Organizations taking advantage of this market opportunity are building on a platform that allows them to abstract security and data transformation tasks into a technology layer purpose built to enable this innovation. Think of this as a mobility Gateway that streamlines development and reduces risk by eliminating the need to write everything from security to access control, caching and load management for every application. If those functions are delivered from the Gateway, developers can focus on quick revisions of the front-end application to go after those potential big market wins.

At CA Technologies, we are now providing such a secure Gateway, following our acquisition of Layer 7. The Layer 7 technology provides a secure Gateway that sits in front of your backend systems, exposing them via simple and secure APIs.

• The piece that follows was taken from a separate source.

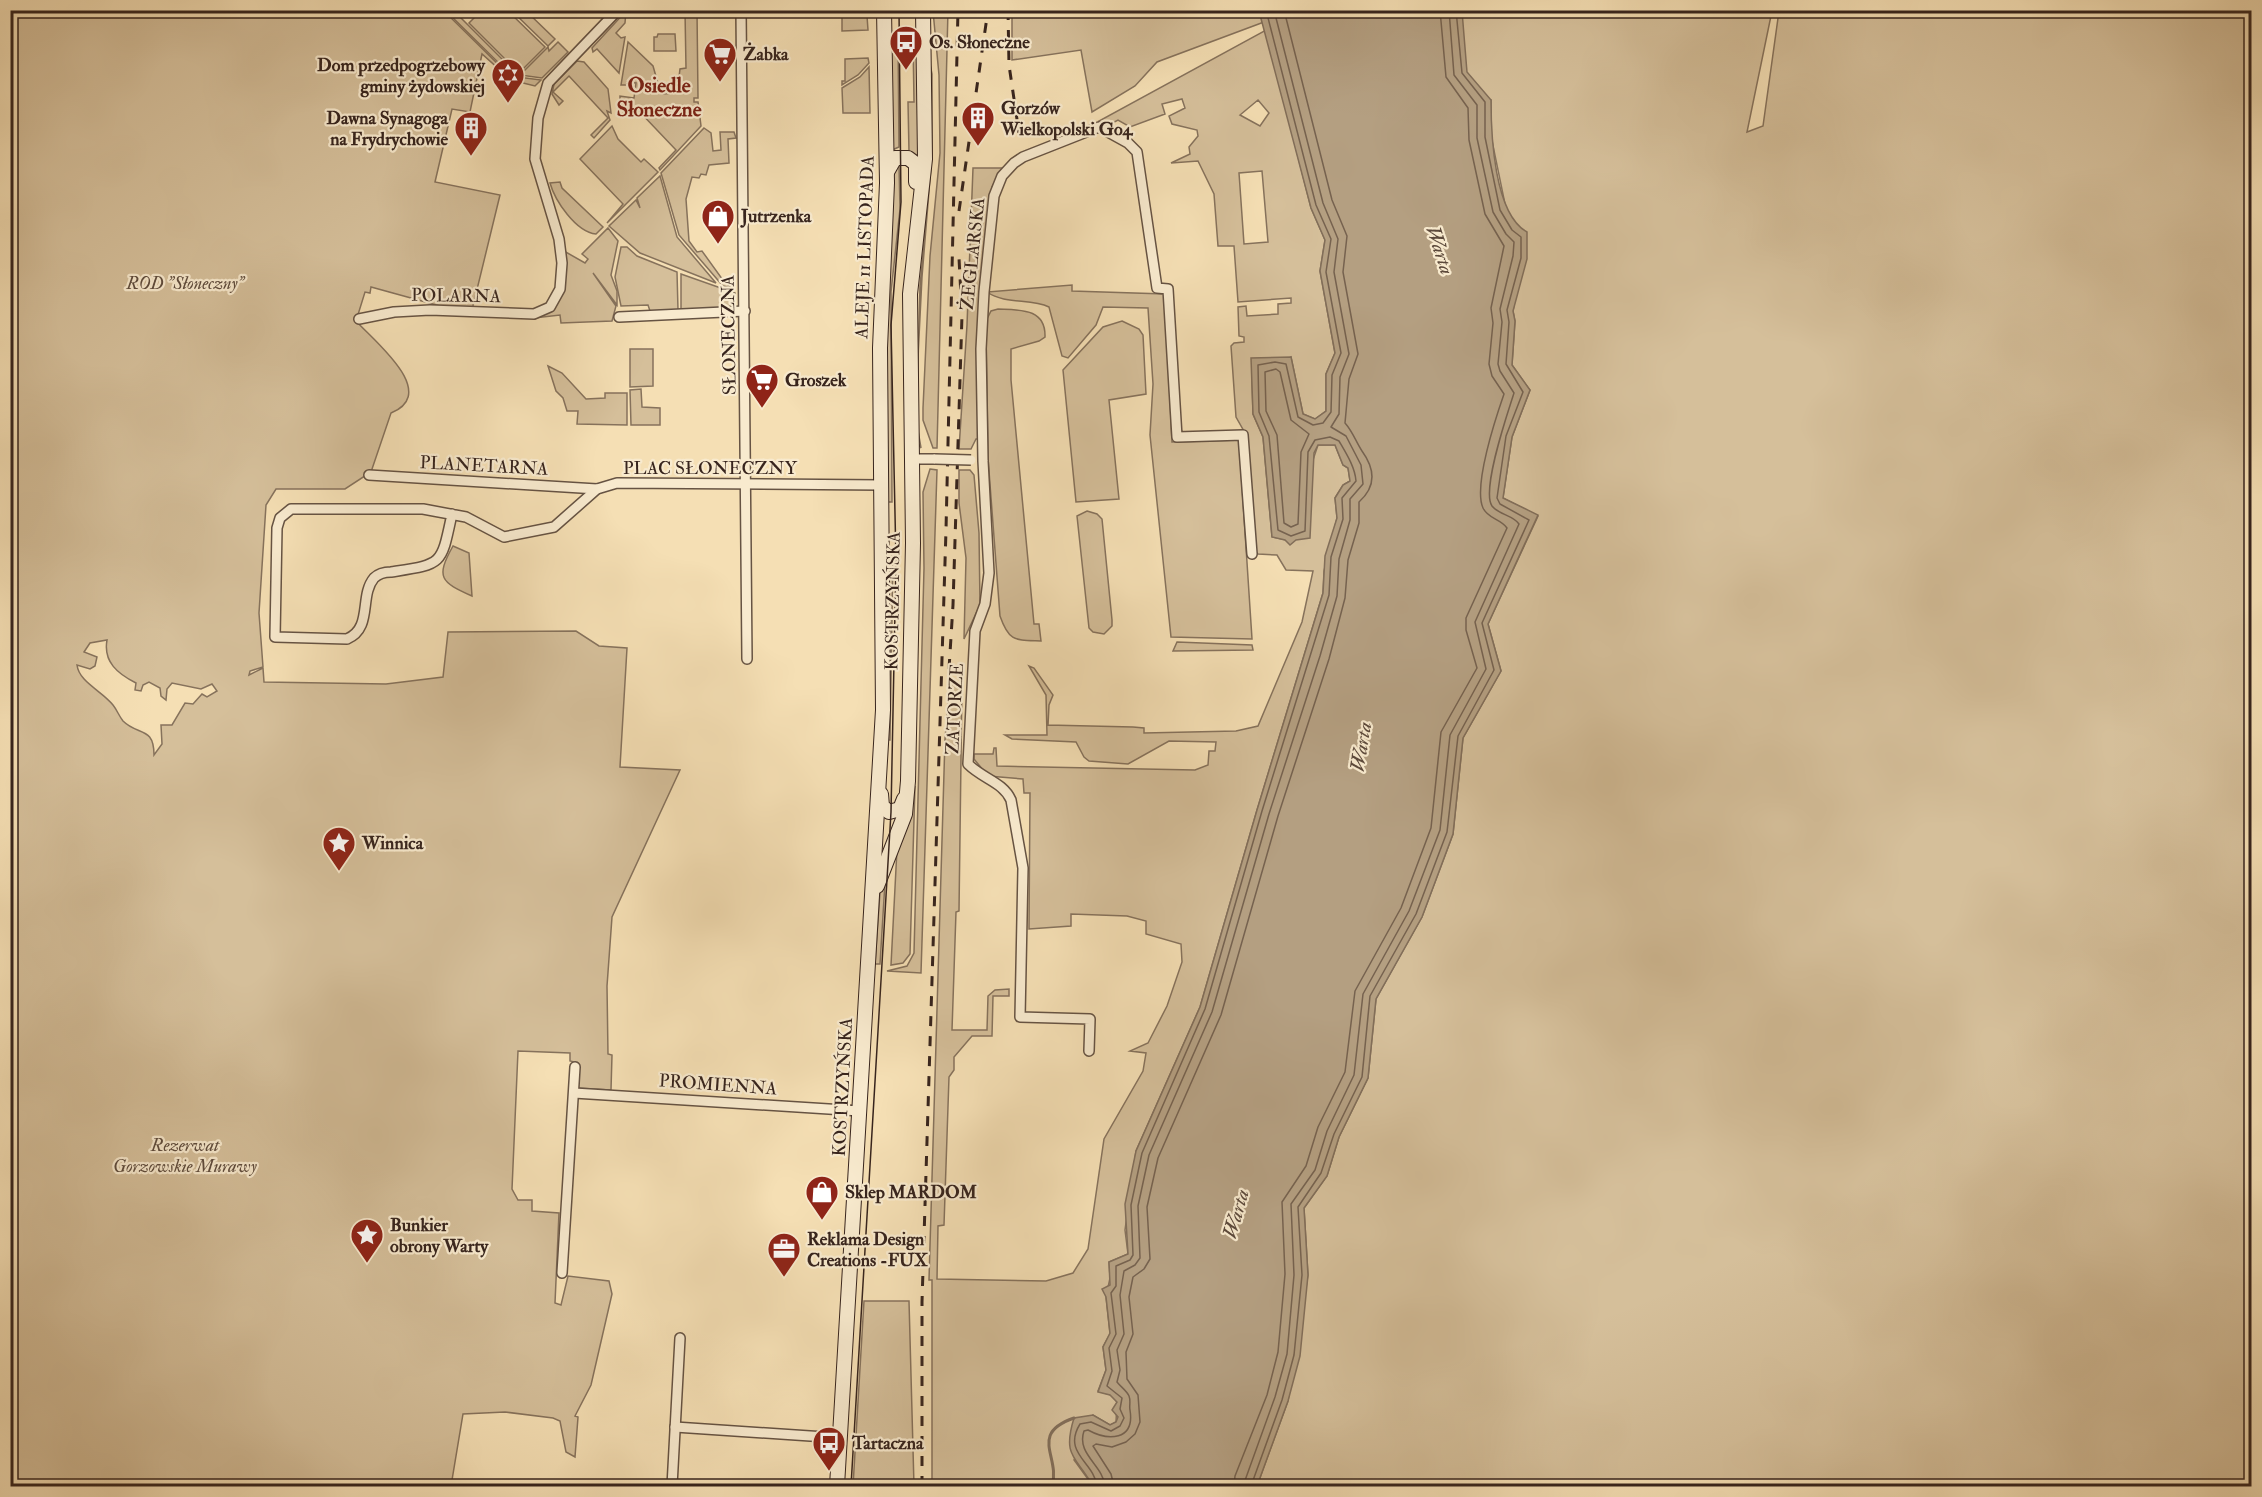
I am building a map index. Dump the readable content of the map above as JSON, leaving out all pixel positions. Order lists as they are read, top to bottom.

It provides everything from identity verification to caching through a single security and IT optimization layer, giving developers – and the business – the freedom to experiment and innovate.

The way to build out your APIs is to start slowly using budget from individual projects but keeping the long-term architecture in mind. Don’t try selling it to the business in terms of APIs, caching and security layers. Instead, tell it how you’re giving it the ability to rapidly and securely experiment with new business models at low cost. Talk about how you’re letting it roll out a new mobile application more quickly or giving an outside developer the tools to find a new route to market for you.

We’re seeing that customers who build APIs, not applications, are leveraging the creativity of a world of clever developers. What challenges and rewards have you found on your API journey?